• WHAT YOU SHOULD DO:
Output the data that follows, keeping every line identical.

• THE DATA:
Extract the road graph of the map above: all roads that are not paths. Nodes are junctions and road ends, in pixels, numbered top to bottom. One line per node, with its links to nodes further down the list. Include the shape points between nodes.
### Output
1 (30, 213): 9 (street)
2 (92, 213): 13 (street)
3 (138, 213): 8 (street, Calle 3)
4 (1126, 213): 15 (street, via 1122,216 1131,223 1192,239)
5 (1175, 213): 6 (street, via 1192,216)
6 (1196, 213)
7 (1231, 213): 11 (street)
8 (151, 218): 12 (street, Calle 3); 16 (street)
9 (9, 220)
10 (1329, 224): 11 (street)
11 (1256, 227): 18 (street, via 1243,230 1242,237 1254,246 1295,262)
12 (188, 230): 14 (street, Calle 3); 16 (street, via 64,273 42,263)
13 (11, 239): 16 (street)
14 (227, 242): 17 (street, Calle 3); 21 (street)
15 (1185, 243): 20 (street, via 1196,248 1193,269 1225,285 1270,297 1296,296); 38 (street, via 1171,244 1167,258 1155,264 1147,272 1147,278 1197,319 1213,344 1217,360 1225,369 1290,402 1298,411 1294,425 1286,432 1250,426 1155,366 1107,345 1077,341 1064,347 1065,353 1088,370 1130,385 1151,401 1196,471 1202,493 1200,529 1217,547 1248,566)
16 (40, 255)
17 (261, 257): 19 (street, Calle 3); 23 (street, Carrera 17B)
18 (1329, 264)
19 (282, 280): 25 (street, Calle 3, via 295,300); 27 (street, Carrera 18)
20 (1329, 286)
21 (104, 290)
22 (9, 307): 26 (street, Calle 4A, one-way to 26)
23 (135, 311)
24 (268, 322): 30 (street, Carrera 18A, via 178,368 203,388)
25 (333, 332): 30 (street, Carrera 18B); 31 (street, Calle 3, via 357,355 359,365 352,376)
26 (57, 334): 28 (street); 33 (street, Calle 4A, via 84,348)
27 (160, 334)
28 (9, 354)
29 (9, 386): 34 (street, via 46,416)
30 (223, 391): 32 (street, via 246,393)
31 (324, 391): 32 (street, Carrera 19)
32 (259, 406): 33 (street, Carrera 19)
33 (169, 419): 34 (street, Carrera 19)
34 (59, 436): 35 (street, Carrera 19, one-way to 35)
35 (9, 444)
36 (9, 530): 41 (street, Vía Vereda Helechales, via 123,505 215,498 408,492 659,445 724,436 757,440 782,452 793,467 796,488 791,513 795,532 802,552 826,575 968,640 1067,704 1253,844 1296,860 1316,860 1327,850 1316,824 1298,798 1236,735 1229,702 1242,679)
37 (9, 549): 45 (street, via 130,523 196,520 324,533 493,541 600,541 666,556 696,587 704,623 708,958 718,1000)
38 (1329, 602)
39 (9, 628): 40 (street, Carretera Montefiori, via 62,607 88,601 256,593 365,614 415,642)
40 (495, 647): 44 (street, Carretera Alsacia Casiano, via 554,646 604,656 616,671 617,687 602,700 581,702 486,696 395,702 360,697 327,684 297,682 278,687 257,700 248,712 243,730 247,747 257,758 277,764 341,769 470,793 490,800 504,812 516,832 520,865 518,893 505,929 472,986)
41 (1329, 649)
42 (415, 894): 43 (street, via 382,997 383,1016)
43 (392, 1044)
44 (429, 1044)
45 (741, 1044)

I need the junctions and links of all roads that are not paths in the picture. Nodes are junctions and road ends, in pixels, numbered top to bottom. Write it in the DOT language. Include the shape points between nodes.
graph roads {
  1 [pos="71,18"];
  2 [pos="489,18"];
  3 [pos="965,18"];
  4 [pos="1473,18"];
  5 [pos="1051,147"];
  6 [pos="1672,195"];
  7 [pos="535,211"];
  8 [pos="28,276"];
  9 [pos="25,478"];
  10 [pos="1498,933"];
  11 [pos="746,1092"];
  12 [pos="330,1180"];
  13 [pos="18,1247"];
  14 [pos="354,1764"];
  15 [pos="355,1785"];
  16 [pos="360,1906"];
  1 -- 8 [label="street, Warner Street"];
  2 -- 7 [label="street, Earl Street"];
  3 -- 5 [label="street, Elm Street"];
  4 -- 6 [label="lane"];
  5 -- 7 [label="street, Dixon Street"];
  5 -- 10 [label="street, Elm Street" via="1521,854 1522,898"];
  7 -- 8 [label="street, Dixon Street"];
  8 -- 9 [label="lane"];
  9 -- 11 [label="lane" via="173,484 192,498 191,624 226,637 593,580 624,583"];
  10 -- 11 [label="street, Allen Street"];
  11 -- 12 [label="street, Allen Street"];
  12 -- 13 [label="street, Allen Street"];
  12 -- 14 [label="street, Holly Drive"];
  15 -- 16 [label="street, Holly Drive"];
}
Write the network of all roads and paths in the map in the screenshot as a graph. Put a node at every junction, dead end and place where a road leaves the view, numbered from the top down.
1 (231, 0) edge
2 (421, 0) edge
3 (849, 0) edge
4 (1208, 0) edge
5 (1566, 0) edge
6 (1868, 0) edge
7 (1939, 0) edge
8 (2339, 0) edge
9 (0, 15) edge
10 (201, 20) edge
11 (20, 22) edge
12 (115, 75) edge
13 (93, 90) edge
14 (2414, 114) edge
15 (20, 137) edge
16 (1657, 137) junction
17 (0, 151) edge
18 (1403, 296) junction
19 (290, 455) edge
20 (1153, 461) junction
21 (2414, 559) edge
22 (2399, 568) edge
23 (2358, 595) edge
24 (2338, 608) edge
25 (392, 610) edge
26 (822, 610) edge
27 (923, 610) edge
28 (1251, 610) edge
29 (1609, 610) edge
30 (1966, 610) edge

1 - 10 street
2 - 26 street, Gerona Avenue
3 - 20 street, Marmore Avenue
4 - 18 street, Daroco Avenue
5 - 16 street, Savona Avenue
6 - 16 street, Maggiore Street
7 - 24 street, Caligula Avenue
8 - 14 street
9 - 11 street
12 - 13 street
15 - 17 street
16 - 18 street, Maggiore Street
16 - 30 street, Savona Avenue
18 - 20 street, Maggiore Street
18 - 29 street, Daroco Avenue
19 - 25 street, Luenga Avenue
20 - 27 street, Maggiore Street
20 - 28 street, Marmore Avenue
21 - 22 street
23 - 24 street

• PROBLEM SOLUTION:
Extract the road graph of the map above: all roads that are not paths. Nodes are junctions and road ends, in pixels, numbered top to bottom. One line per node, with its links to nodes further down the list. Include the shape points between nodes.
### Output
1 (30, 213): 9 (street)
2 (92, 213): 13 (street)
3 (138, 213): 8 (street, Calle 3)
4 (1126, 213): 15 (street, via 1122,216 1131,223 1192,239)
5 (1175, 213): 6 (street, via 1192,216)
6 (1196, 213)
7 (1231, 213): 11 (street)
8 (151, 218): 12 (street, Calle 3); 16 (street)
9 (9, 220)
10 (1329, 224): 11 (street)
11 (1256, 227): 18 (street, via 1243,230 1242,237 1254,246 1295,262)
12 (188, 230): 14 (street, Calle 3); 16 (street, via 64,273 42,263)
13 (11, 239): 16 (street)
14 (227, 242): 17 (street, Calle 3); 21 (street)
15 (1185, 243): 20 (street, via 1196,248 1193,269 1225,285 1270,297 1296,296); 38 (street, via 1171,244 1167,258 1155,264 1147,272 1147,278 1197,319 1213,344 1217,360 1225,369 1290,402 1298,411 1294,425 1286,432 1250,426 1155,366 1107,345 1077,341 1064,347 1065,353 1088,370 1130,385 1151,401 1196,471 1202,493 1200,529 1217,547 1248,566)
16 (40, 255)
17 (261, 257): 19 (street, Calle 3); 23 (street, Carrera 17B)
18 (1329, 264)
19 (282, 280): 25 (street, Calle 3, via 295,300); 27 (street, Carrera 18)
20 (1329, 286)
21 (104, 290)
22 (9, 307): 26 (street, Calle 4A, one-way to 26)
23 (135, 311)
24 (268, 322): 30 (street, Carrera 18A, via 178,368 203,388)
25 (333, 332): 30 (street, Carrera 18B); 31 (street, Calle 3, via 357,355 359,365 352,376)
26 (57, 334): 28 (street); 33 (street, Calle 4A, via 84,348)
27 (160, 334)
28 (9, 354)
29 (9, 386): 34 (street, via 46,416)
30 (223, 391): 32 (street, via 246,393)
31 (324, 391): 32 (street, Carrera 19)
32 (259, 406): 33 (street, Carrera 19)
33 (169, 419): 34 (street, Carrera 19)
34 (59, 436): 35 (street, Carrera 19, one-way to 35)
35 (9, 444)
36 (9, 530): 41 (street, Vía Vereda Helechales, via 123,505 215,498 408,492 659,445 724,436 757,440 782,452 793,467 796,488 791,513 795,532 802,552 826,575 968,640 1067,704 1253,844 1296,860 1316,860 1327,850 1316,824 1298,798 1236,735 1229,702 1242,679)
37 (9, 549): 45 (street, via 130,523 196,520 324,533 493,541 600,541 666,556 696,587 704,623 708,958 718,1000)
38 (1329, 602)
39 (9, 628): 40 (street, Carretera Montefiori, via 62,607 88,601 256,593 365,614 415,642)
40 (495, 647): 44 (street, Carretera Alsacia Casiano, via 554,646 604,656 616,671 617,687 602,700 581,702 486,696 395,702 360,697 327,684 297,682 278,687 257,700 248,712 243,730 247,747 257,758 277,764 341,769 470,793 490,800 504,812 516,832 520,865 518,893 505,929 472,986)
41 (1329, 649)
42 (415, 894): 43 (street, via 382,997 383,1016)
43 (392, 1044)
44 (429, 1044)
45 (741, 1044)

I need the junctions and links of all roads that are not paths in the picture. Nodes are junctions and road ends, in pixels, numbered top to bottom. Write it in the DOT language. Include the shape points between nodes.
graph roads {
  1 [pos="71,18"];
  2 [pos="489,18"];
  3 [pos="965,18"];
  4 [pos="1473,18"];
  5 [pos="1051,147"];
  6 [pos="1672,195"];
  7 [pos="535,211"];
  8 [pos="28,276"];
  9 [pos="25,478"];
  10 [pos="1498,933"];
  11 [pos="746,1092"];
  12 [pos="330,1180"];
  13 [pos="18,1247"];
  14 [pos="354,1764"];
  15 [pos="355,1785"];
  16 [pos="360,1906"];
  1 -- 8 [label="street, Warner Street"];
  2 -- 7 [label="street, Earl Street"];
  3 -- 5 [label="street, Elm Street"];
  4 -- 6 [label="lane"];
  5 -- 7 [label="street, Dixon Street"];
  5 -- 10 [label="street, Elm Street" via="1521,854 1522,898"];
  7 -- 8 [label="street, Dixon Street"];
  8 -- 9 [label="lane"];
  9 -- 11 [label="lane" via="173,484 192,498 191,624 226,637 593,580 624,583"];
  10 -- 11 [label="street, Allen Street"];
  11 -- 12 [label="street, Allen Street"];
  12 -- 13 [label="street, Allen Street"];
  12 -- 14 [label="street, Holly Drive"];
  15 -- 16 [label="street, Holly Drive"];
}
Write the network of all roads and paths in the map in the screenshot as a graph. Put a node at every junction, dead end and place where a road leaves the view, numbered from the top down.
1 (231, 0) edge
2 (421, 0) edge
3 (849, 0) edge
4 (1208, 0) edge
5 (1566, 0) edge
6 (1868, 0) edge
7 (1939, 0) edge
8 (2339, 0) edge
9 (0, 15) edge
10 (201, 20) edge
11 (20, 22) edge
12 (115, 75) edge
13 (93, 90) edge
14 (2414, 114) edge
15 (20, 137) edge
16 (1657, 137) junction
17 (0, 151) edge
18 (1403, 296) junction
19 (290, 455) edge
20 (1153, 461) junction
21 (2414, 559) edge
22 (2399, 568) edge
23 (2358, 595) edge
24 (2338, 608) edge
25 (392, 610) edge
26 (822, 610) edge
27 (923, 610) edge
28 (1251, 610) edge
29 (1609, 610) edge
30 (1966, 610) edge

1 - 10 street
2 - 26 street, Gerona Avenue
3 - 20 street, Marmore Avenue
4 - 18 street, Daroco Avenue
5 - 16 street, Savona Avenue
6 - 16 street, Maggiore Street
7 - 24 street, Caligula Avenue
8 - 14 street
9 - 11 street
12 - 13 street
15 - 17 street
16 - 18 street, Maggiore Street
16 - 30 street, Savona Avenue
18 - 20 street, Maggiore Street
18 - 29 street, Daroco Avenue
19 - 25 street, Luenga Avenue
20 - 27 street, Maggiore Street
20 - 28 street, Marmore Avenue
21 - 22 street
23 - 24 street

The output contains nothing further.